**** Material provided ****

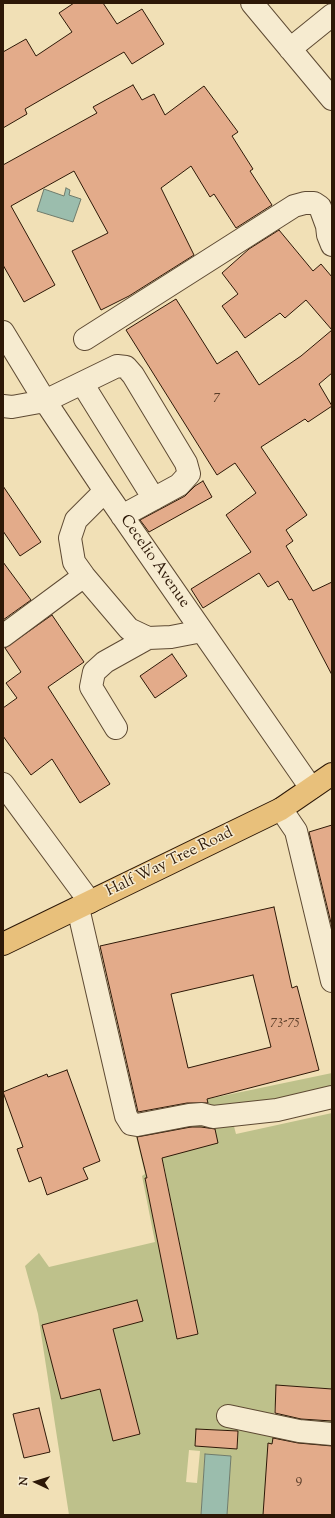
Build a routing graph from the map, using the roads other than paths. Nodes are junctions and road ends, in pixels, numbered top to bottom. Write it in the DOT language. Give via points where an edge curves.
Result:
graph roads {
  1 [pos="252,3"];
  2 [pos="332,15"];
  3 [pos="290,49"];
  4 [pos="332,99"];
  5 [pos="330,231"];
  6 [pos="3,332"];
  7 [pos="85,339"];
  8 [pos="82,383"];
  9 [pos="45,401"];
  10 [pos="3,406"];
  11 [pos="105,491"];
  12 [pos="154,499"];
  13 [pos="122,516"];
  14 [pos="84,576"];
  15 [pos="202,631"];
  16 [pos="3,636"];
  17 [pos="148,638"];
  18 [pos="116,728"];
  19 [pos="332,774"];
  20 [pos="3,784"];
  21 [pos="311,788"];
  22 [pos="281,809"];
  23 [pos="84,905"];
  24 [pos="3,944"];
  25 [pos="332,980"];
  26 [pos="332,1097"];
  27 [pos="228,1416"];
  28 [pos="332,1434"];
  1 -- 3 [label="street"];
  2 -- 3 [label="street"];
  3 -- 4 [label="street"];
  5 -- 7 [label="street" via="320,207 314,203 294,206"];
  6 -- 9 [label="street, Cecelio Avenue"];
  8 -- 9 [label="street"];
  8 -- 12 [label="street"];
  8 -- 12 [label="street" via="117,366 126,367 133,375 186,463 189,474 179,485"];
  9 -- 10 [label="street"];
  9 -- 11 [label="street, Cecelio Avenue"];
  11 -- 13 [label="street, Cecelio Avenue"];
  11 -- 14 [label="street" via="76,520 70,538 74,562"];
  12 -- 13 [label="street"];
  13 -- 15 [label="street, Cecelio Avenue"];
  14 -- 16 [label="street"];
  14 -- 17 [label="street" via="129,629"];
  15 -- 17 [label="street"];
  15 -- 21 [label="street, Cecelio Avenue"];
  17 -- 18 [label="street" via="105,662 94,672 91,687"];
  19 -- 21 [label="main road, Half Way Tree Road"];
  20 -- 23 [label="street"];
  21 -- 22 [label="main road, Half Way Tree Road"];
  22 -- 23 [label="main road, Half Way Tree Road"];
  22 -- 25 [label="street" via="296,831"];
  23 -- 24 [label="main road, Half Way Tree Road"];
  23 -- 26 [label="street" via="126,1116 131,1124 202,1114 213,1117 277,1110"];
  27 -- 28 [label="street" via="299,1431"];
}
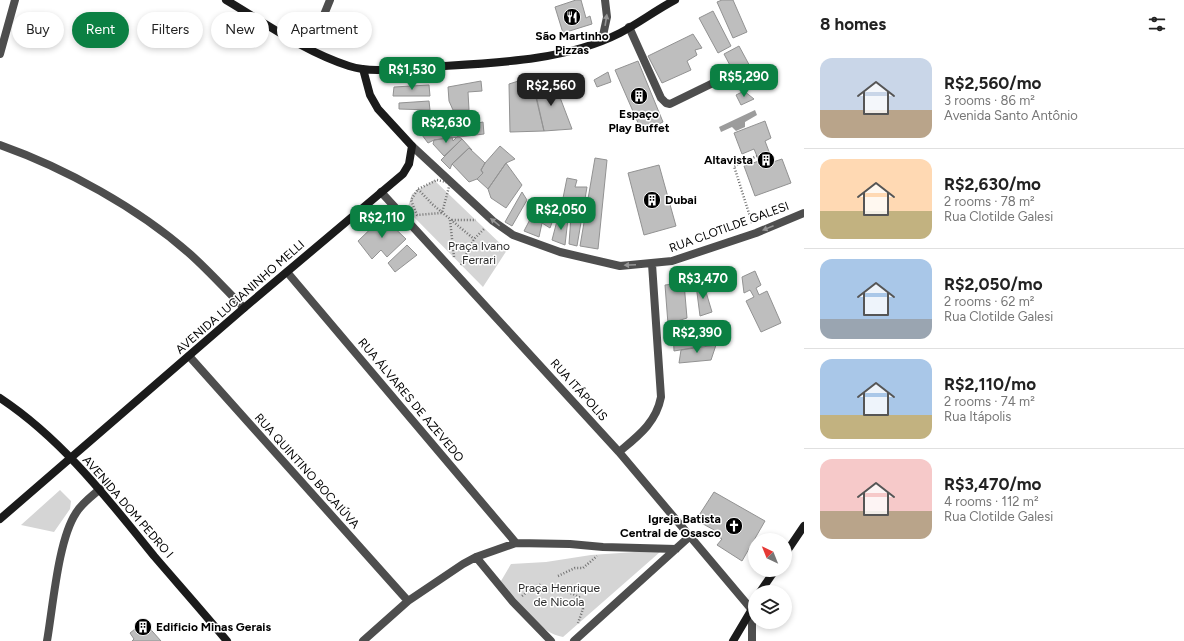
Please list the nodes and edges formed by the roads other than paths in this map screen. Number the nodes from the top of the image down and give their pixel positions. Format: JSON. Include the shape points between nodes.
{"nodes":[{"id":1,"x":15,"y":0,"type":"edge"},
{"id":2,"x":226,"y":0,"type":"edge"},
{"id":3,"x":330,"y":0,"type":"edge"},
{"id":4,"x":605,"y":0,"type":"edge"},
{"id":5,"x":670,"y":0,"type":"edge"},
{"id":6,"x":674,"y":0,"type":"edge"},
{"id":7,"x":629,"y":28,"type":"junction"},
{"id":8,"x":602,"y":40,"type":"junction"},
{"id":9,"x":310,"y":49,"type":"junction"},
{"id":10,"x":0,"y":54,"type":"edge"},
{"id":11,"x":363,"y":69,"type":"junction"},
{"id":12,"x":711,"y":84,"type":"dead end"},
{"id":13,"x":0,"y":145,"type":"edge"},
{"id":14,"x":412,"y":146,"type":"junction"},
{"id":15,"x":380,"y":192,"type":"junction"},
{"id":16,"x":804,"y":213,"type":"edge"},
{"id":17,"x":652,"y":264,"type":"junction"},
{"id":18,"x":287,"y":272,"type":"junction"},
{"id":19,"x":244,"y":308,"type":"junction"},
{"id":20,"x":189,"y":356,"type":"junction"},
{"id":21,"x":0,"y":398,"type":"edge"},
{"id":22,"x":619,"y":452,"type":"junction"},
{"id":23,"x":70,"y":458,"type":"junction"},
{"id":24,"x":100,"y":489,"type":"junction"},
{"id":25,"x":0,"y":519,"type":"edge"},
{"id":26,"x":804,"y":526,"type":"edge"},
{"id":27,"x":689,"y":537,"type":"junction"},
{"id":28,"x":516,"y":543,"type":"junction"},
{"id":29,"x":792,"y":544,"type":"edge"},
{"id":30,"x":676,"y":549,"type":"junction"},
{"id":31,"x":476,"y":557,"type":"junction"},
{"id":32,"x":408,"y":601,"type":"junction"},
{"id":33,"x":748,"y":601,"type":"edge"},
{"id":34,"x":748,"y":617,"type":"edge"},
{"id":35,"x":753,"y":629,"type":"edge"},
{"id":36,"x":576,"y":639,"type":"edge"},
{"id":37,"x":47,"y":641,"type":"edge"},
{"id":38,"x":227,"y":641,"type":"edge"},
{"id":39,"x":363,"y":641,"type":"edge"},
{"id":40,"x":550,"y":641,"type":"edge"},
{"id":41,"x":733,"y":641,"type":"edge"},
{"id":42,"x":752,"y":641,"type":"edge"}],
"edges":[{"from":1,"to":10,"type":"street"},
{"from":2,"to":9,"type":"street"},
{"from":3,"to":9,"type":"street"},
{"from":8,"to":4,"type":"street","one_way":true,"via":[[607,17]]},
{"from":5,"to":6,"type":"street"},
{"from":6,"to":7,"type":"street"},
{"from":7,"to":8,"type":"street"},
{"from":7,"to":12,"type":"street","via":[[661,98],[666,103],[670,104]]},
{"from":8,"to":11,"type":"street","via":[[568,52],[525,60],[392,70]]},
{"from":9,"to":11,"type":"street","via":[[348,66]]},
{"from":11,"to":14,"type":"street","via":[[370,95],[378,109]]},
{"from":13,"to":19,"type":"street","via":[[46,163],[94,187],[131,210],[189,253]]},
{"from":14,"to":15,"type":"street","name":"AVENIDA LUCIANINHO MELLI","via":[[409,164],[403,174]]},
{"from":17,"to":14,"type":"street","name":"RUA CLOTILDE GALESI","one_way":true,"via":[[620,266],[560,252],[513,235],[493,221]]},
{"from":15,"to":18,"type":"street","name":"AVENIDA LUCIANINHO MELLI"},
{"from":15,"to":22,"type":"street","name":"RUA ITÁPOLIS"},
{"from":16,"to":17,"type":"street","name":"RUA CLOTILDE GALESI","one_way":true,"via":[[756,233],[680,259]]},
{"from":17,"to":22,"type":"street","via":[[661,397],[659,409],[648,427]]},
{"from":18,"to":19,"type":"street","name":"AVENIDA LUCIANINHO MELLI"},
{"from":18,"to":28,"type":"street","name":"RUA ÁLVARES DE AZEVEDO"},
{"from":19,"to":20,"type":"street","name":"AVENIDA LUCIANINHO MELLI"},
{"from":20,"to":23,"type":"street","name":"AVENIDA LUCIANINHO MELLI"},
{"from":20,"to":32,"type":"street","name":"RUA QUINTINO BOCAIÚVA"},
{"from":21,"to":23,"type":"street","name":"AVENIDA DOM PEDRO I","via":[[43,432]]},
{"from":22,"to":27,"type":"street","name":"RUA ITÁPOLIS"},
{"from":23,"to":24,"type":"street","name":"AVENIDA DOM PEDRO I"},
{"from":23,"to":25,"type":"street","name":"AVENIDA LUCIANINHO MELLI"},
{"from":24,"to":37,"type":"street","via":[[80,506],[63,542]]},
{"from":24,"to":38,"type":"street","name":"AVENIDA DOM PEDRO I"},
{"from":26,"to":29,"type":"street"},
{"from":27,"to":30,"type":"street"},
{"from":27,"to":33,"type":"street","name":"RUA ITÁPOLIS"},
{"from":28,"to":30,"type":"street"},
{"from":28,"to":31,"type":"street"},
{"from":30,"to":36,"type":"street"},
{"from":31,"to":32,"type":"street"},
{"from":31,"to":40,"type":"street"},
{"from":32,"to":39,"type":"street"},
{"from":34,"to":41,"type":"street"},
{"from":35,"to":42,"type":"street"}]}
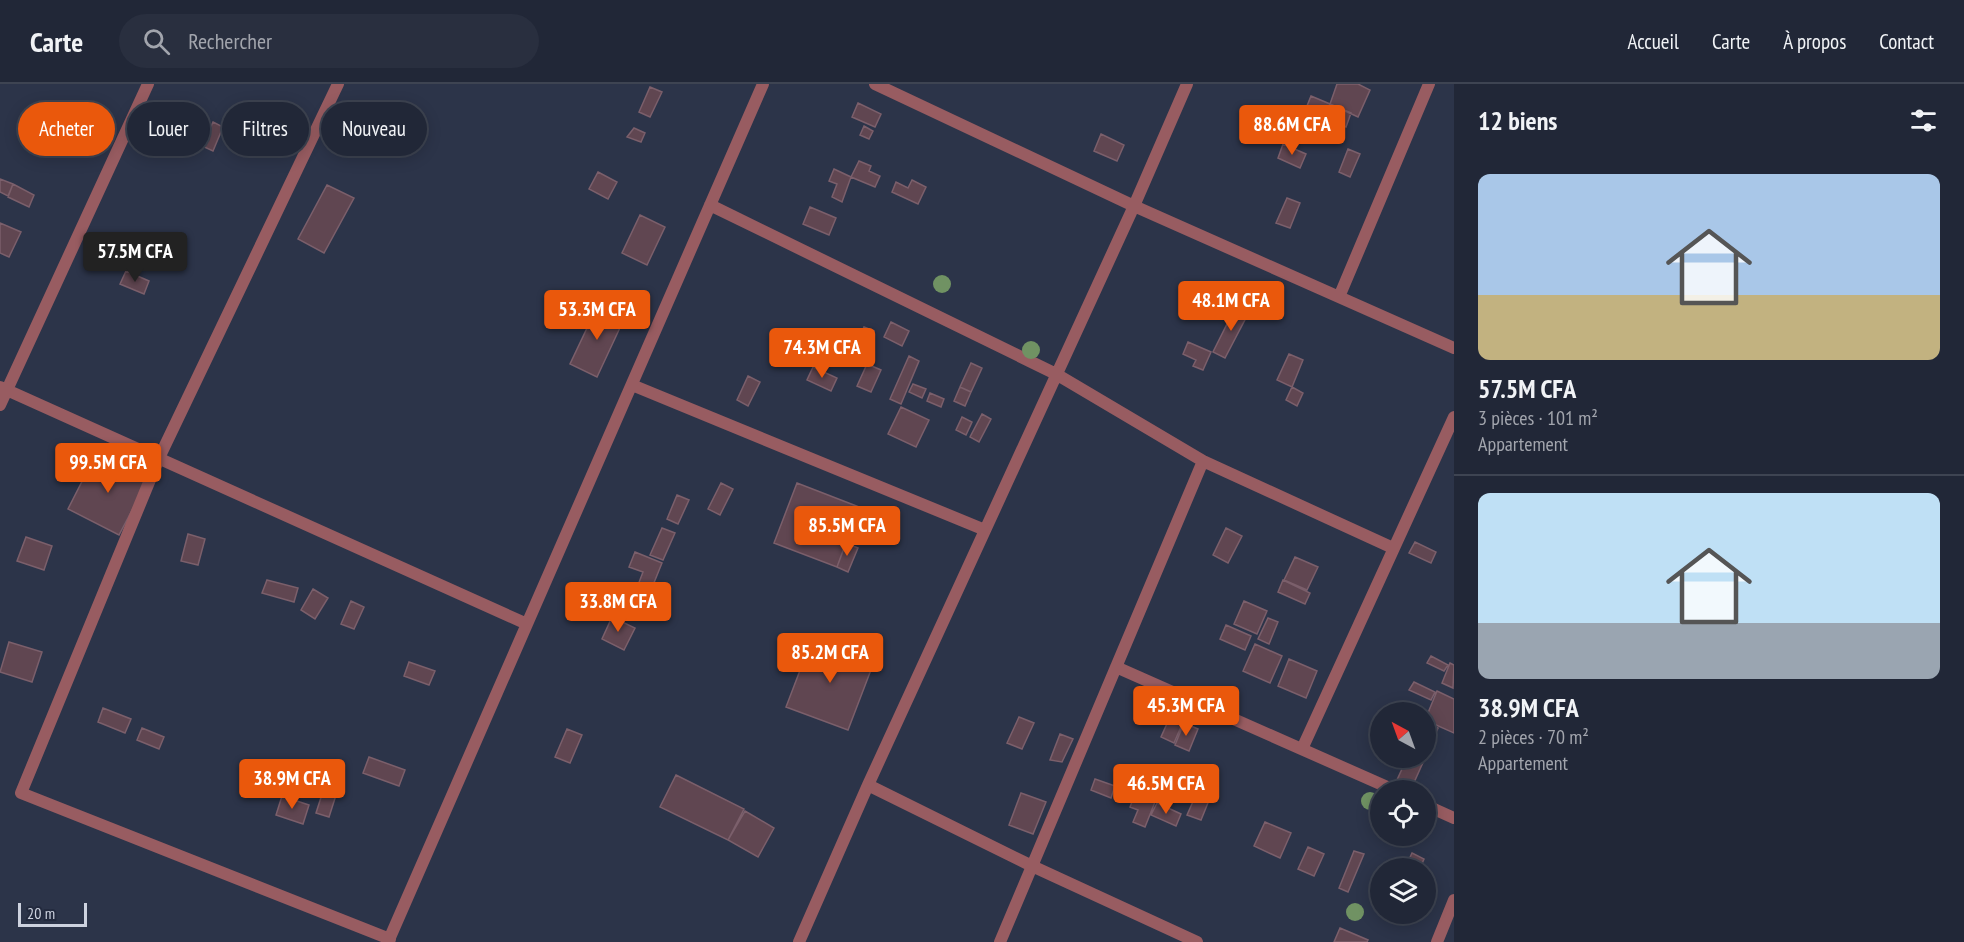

****

— What you will do —
Only lines holding "graph" are wanted; copy all of them from the listing.

— Task response —
Build a routing graph from the map, using the roads other than paths. Nodes are junctions and road ends, in pixels, numbered top to bottom. Write it in the DOT language. Give via points where an edge curves.
graph roads {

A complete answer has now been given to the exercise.